Key functions to understand:
report()- Realizes profit/loss and mints donation shares when profit is non-zero_harvestAndReport()- Strategy-specific hook that returns total assetsdeposit/mint- Seed permanently locked first shares on an empty yield-donating strategysetEnableBurning- Toggles loss protection; disabling from an enabled state can revert until pending dragon shares are reportedreportAndDisableBurning- Reports current accounting and disables burn protection atomically
1.2.0-develop.15 Behavior Notes
Minimum liquidity on the first deposit
Yield-donating strategies permanently lock the first 1_000 shares at address(0xdead), following the Uniswap V2 minimum-liquidity pattern. On the first successful deposit into an empty strategy, the depositor receives assets - 1000 shares and 1000 shares are minted to 0x000000000000000000000000000000000000dEaD.

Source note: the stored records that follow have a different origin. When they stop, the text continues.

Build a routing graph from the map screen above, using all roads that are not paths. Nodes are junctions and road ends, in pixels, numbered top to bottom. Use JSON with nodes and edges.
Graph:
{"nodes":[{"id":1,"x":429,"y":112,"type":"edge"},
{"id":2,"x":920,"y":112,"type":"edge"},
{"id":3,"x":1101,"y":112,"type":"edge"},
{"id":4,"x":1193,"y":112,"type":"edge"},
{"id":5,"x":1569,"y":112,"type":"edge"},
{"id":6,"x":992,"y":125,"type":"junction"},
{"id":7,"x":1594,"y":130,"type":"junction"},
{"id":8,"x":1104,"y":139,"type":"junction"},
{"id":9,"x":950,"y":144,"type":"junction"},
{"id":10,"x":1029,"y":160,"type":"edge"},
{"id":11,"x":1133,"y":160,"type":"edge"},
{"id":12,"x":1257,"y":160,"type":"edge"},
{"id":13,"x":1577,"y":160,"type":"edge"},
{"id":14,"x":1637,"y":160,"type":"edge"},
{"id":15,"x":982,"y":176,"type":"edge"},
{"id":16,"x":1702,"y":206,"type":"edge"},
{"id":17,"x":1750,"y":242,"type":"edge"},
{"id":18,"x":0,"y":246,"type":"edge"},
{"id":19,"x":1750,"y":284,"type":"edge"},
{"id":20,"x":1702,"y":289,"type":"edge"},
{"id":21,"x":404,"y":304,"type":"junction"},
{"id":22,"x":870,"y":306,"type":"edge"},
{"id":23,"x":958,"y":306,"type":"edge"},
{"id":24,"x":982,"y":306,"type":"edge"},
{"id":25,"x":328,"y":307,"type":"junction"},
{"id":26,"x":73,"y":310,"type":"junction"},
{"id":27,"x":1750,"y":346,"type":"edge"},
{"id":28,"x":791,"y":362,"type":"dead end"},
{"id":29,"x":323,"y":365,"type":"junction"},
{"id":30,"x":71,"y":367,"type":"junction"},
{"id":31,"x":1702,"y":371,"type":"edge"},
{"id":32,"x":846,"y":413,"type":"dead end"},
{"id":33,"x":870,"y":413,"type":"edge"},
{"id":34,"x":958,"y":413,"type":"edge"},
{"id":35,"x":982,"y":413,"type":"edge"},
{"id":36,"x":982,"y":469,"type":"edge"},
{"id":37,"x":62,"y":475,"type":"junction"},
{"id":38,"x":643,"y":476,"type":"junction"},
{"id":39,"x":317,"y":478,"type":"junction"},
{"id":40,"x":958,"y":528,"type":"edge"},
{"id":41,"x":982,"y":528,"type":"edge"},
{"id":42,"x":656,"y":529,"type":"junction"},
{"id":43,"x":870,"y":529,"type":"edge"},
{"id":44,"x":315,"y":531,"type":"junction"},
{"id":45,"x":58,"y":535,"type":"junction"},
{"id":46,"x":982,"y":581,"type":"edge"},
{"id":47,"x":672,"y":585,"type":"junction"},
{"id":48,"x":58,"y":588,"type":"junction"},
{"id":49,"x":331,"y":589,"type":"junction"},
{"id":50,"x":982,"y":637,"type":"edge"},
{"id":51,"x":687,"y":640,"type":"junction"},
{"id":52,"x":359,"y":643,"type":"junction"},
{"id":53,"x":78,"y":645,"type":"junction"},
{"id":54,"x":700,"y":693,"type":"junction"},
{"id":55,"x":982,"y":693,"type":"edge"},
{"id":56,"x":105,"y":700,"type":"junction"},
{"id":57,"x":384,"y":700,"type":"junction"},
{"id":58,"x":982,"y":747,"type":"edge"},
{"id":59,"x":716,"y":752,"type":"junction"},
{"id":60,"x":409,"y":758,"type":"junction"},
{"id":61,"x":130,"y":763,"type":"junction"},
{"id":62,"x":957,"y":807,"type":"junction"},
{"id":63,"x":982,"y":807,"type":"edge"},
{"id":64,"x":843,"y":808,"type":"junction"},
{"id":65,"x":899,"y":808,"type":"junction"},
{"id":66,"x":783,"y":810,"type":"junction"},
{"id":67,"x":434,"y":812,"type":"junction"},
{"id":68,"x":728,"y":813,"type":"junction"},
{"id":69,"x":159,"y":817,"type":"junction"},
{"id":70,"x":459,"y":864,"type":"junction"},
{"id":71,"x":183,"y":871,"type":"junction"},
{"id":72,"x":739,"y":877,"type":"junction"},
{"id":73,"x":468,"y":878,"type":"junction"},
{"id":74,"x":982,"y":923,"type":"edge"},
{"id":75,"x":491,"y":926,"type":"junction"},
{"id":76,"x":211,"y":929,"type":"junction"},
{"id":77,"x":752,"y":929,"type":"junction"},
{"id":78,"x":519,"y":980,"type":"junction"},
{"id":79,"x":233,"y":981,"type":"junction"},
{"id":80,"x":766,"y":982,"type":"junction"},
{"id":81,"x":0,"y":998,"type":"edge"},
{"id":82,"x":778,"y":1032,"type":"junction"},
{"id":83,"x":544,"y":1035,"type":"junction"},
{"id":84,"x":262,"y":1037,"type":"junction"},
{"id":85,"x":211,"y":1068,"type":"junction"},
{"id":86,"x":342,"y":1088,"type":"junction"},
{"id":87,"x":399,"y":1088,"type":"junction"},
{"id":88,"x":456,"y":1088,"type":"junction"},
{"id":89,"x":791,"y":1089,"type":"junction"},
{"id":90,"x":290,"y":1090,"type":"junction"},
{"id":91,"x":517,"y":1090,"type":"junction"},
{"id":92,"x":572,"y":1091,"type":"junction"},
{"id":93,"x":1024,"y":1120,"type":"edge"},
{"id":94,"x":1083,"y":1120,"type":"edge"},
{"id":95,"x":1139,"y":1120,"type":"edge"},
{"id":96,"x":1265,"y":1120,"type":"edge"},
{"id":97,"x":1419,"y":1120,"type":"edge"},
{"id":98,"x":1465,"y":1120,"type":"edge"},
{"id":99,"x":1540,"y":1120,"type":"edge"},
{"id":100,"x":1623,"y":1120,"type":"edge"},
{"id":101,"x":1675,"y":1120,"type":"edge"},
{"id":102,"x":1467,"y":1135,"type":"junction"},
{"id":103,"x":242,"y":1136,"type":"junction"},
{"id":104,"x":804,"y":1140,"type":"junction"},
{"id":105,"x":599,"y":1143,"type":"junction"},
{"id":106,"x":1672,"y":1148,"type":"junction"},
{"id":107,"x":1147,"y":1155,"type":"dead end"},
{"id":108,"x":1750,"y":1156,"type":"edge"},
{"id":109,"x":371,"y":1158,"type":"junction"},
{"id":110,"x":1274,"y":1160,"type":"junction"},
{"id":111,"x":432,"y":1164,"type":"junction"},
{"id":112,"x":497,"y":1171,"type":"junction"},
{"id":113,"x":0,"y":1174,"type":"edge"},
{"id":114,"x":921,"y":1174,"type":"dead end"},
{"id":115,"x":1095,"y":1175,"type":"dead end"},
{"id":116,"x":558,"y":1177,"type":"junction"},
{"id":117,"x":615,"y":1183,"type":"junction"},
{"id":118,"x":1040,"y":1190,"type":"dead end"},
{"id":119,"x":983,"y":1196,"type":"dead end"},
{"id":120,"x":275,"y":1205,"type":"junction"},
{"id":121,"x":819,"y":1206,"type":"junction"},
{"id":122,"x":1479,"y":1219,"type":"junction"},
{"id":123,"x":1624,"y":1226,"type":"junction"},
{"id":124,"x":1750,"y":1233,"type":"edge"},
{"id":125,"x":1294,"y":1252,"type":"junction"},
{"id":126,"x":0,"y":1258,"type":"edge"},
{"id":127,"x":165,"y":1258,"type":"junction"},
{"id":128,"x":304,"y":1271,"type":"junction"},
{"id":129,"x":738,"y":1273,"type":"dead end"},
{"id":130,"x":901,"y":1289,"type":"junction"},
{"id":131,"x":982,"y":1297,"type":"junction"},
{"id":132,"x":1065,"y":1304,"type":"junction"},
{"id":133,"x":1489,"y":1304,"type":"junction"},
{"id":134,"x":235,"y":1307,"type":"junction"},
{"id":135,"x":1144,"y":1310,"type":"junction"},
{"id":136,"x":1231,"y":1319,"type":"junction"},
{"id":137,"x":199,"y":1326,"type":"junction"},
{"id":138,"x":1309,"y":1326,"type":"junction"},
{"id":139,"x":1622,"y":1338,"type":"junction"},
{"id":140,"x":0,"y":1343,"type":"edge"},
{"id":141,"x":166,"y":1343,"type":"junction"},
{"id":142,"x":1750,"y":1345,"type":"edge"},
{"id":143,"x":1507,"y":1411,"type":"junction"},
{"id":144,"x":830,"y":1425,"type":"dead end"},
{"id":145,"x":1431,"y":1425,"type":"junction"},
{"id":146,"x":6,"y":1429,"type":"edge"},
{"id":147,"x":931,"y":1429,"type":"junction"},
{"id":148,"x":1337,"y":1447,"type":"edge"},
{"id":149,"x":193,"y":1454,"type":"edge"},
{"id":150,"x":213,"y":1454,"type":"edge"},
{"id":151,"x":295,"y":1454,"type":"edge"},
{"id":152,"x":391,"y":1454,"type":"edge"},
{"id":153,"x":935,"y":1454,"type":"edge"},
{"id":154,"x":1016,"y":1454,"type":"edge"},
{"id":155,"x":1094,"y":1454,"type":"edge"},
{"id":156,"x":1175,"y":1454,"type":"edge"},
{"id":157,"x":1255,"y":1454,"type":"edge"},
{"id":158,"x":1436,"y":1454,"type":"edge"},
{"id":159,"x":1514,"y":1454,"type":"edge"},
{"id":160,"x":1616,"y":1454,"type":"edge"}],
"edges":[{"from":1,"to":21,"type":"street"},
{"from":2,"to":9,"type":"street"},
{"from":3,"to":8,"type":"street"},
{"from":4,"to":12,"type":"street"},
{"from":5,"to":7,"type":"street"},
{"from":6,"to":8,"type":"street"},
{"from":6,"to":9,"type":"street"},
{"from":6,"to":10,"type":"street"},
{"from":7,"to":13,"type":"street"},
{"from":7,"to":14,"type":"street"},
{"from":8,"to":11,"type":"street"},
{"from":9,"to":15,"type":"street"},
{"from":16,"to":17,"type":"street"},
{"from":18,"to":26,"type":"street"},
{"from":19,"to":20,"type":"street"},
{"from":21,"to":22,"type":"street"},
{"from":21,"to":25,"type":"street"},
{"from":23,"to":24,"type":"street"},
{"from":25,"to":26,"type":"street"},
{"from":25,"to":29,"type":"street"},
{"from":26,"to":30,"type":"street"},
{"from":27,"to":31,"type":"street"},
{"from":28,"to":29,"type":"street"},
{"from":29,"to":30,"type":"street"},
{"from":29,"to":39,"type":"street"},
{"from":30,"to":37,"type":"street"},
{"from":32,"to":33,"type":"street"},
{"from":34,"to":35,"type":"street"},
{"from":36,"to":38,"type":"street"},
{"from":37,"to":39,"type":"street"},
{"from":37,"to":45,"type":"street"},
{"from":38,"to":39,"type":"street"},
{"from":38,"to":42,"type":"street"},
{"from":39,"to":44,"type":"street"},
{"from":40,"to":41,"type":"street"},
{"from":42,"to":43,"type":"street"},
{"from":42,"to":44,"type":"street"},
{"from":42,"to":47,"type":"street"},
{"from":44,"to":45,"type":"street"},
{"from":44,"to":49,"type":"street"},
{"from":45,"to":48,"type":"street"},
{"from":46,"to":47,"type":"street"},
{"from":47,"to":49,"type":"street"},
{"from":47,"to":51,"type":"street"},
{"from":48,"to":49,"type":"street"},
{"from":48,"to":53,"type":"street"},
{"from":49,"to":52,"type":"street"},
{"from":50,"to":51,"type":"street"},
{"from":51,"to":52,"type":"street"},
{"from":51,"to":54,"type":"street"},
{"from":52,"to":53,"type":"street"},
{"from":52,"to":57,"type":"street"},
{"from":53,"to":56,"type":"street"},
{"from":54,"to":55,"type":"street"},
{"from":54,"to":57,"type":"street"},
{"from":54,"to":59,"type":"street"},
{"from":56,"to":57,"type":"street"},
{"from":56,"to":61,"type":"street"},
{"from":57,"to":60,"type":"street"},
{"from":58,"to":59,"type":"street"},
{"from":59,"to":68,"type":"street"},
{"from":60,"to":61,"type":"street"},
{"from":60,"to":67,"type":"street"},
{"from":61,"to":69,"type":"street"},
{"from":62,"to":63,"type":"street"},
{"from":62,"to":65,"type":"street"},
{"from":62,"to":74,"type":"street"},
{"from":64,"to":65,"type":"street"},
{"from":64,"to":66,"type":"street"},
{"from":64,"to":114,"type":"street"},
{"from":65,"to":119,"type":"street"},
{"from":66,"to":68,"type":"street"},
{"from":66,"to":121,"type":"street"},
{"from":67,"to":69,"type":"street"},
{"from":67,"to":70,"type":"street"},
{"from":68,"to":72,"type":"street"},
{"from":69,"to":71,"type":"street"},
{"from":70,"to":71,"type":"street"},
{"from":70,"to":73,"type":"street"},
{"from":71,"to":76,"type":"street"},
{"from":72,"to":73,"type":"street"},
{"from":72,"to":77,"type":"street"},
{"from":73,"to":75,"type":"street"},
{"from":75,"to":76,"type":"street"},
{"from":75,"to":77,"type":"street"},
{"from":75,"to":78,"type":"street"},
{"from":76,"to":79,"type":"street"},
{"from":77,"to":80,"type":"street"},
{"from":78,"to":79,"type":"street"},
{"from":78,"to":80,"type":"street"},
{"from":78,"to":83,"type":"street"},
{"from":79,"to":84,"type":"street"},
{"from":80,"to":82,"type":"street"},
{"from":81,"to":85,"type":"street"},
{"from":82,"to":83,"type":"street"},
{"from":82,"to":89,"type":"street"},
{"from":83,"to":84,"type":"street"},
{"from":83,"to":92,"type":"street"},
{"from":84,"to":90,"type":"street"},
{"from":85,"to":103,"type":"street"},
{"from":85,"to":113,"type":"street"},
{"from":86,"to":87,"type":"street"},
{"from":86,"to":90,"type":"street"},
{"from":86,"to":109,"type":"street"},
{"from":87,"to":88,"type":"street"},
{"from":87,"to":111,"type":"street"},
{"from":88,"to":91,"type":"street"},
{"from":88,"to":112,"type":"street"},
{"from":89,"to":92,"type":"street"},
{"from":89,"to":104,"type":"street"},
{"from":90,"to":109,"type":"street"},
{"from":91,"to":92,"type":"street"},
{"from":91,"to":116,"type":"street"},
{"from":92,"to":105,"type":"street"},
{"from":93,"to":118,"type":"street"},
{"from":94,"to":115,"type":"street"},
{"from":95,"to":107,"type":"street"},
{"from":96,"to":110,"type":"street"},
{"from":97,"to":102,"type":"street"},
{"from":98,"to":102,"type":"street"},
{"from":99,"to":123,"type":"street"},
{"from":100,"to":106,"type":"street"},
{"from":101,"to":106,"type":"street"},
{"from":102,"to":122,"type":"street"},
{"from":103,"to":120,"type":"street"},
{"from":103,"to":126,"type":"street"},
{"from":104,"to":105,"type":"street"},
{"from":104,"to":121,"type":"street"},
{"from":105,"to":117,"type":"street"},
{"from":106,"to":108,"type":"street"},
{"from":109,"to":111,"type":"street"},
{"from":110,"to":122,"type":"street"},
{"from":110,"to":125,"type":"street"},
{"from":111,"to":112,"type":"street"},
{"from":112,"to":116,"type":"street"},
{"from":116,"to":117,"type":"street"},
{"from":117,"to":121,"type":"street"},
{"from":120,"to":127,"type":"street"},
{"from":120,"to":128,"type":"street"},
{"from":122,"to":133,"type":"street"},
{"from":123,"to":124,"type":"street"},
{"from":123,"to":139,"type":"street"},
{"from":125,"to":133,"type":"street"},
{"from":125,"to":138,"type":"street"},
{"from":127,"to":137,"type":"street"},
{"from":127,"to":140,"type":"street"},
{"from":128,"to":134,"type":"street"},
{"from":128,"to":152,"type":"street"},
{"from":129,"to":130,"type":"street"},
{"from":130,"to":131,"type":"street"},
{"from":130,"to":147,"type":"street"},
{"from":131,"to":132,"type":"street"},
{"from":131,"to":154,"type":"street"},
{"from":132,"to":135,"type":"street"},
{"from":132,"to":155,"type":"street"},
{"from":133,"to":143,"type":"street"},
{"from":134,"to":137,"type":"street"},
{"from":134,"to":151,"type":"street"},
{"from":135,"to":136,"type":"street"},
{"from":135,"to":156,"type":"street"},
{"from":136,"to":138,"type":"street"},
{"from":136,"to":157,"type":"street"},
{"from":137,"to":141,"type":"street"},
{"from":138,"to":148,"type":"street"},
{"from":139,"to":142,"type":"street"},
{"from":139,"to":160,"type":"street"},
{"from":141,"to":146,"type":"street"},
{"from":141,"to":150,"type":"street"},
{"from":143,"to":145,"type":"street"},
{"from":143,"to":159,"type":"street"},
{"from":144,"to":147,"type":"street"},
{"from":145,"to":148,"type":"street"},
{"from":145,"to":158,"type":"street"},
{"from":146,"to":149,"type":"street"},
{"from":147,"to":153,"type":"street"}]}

Consequences for integrations and tests:
- A first deposit with
assets <= 1000reverts through the zero-share path. previewMint(shares)on an empty strategy returnsshares + 1000.maxDeposit(receiver)returns zero on an empty strategy when upstream deposit capacity is<= 1000.maxMint(receiver)andmaxRedeem(owner)return zero in the zero-asset terminal state.- Tutorial tests must not assert that the first YDS deposit mints shares 1:1.
Relevant constants:
uint256 internal constant MINIMUM_LIQUIDITY = 1_000;
address internal constant MINIMUM_LIQUIDITY_RECEIVER = address(0xdead);
Disabling dragon-share burning
When burning is enabled, setEnableBurning(false) requires the current dragon-router share balance to be zero. If pending dragon shares exist, the call reverts with report before disabling burning. Management should use reportAndDisableBurning() when it wants to report current accounting and disable burn protection in one transaction.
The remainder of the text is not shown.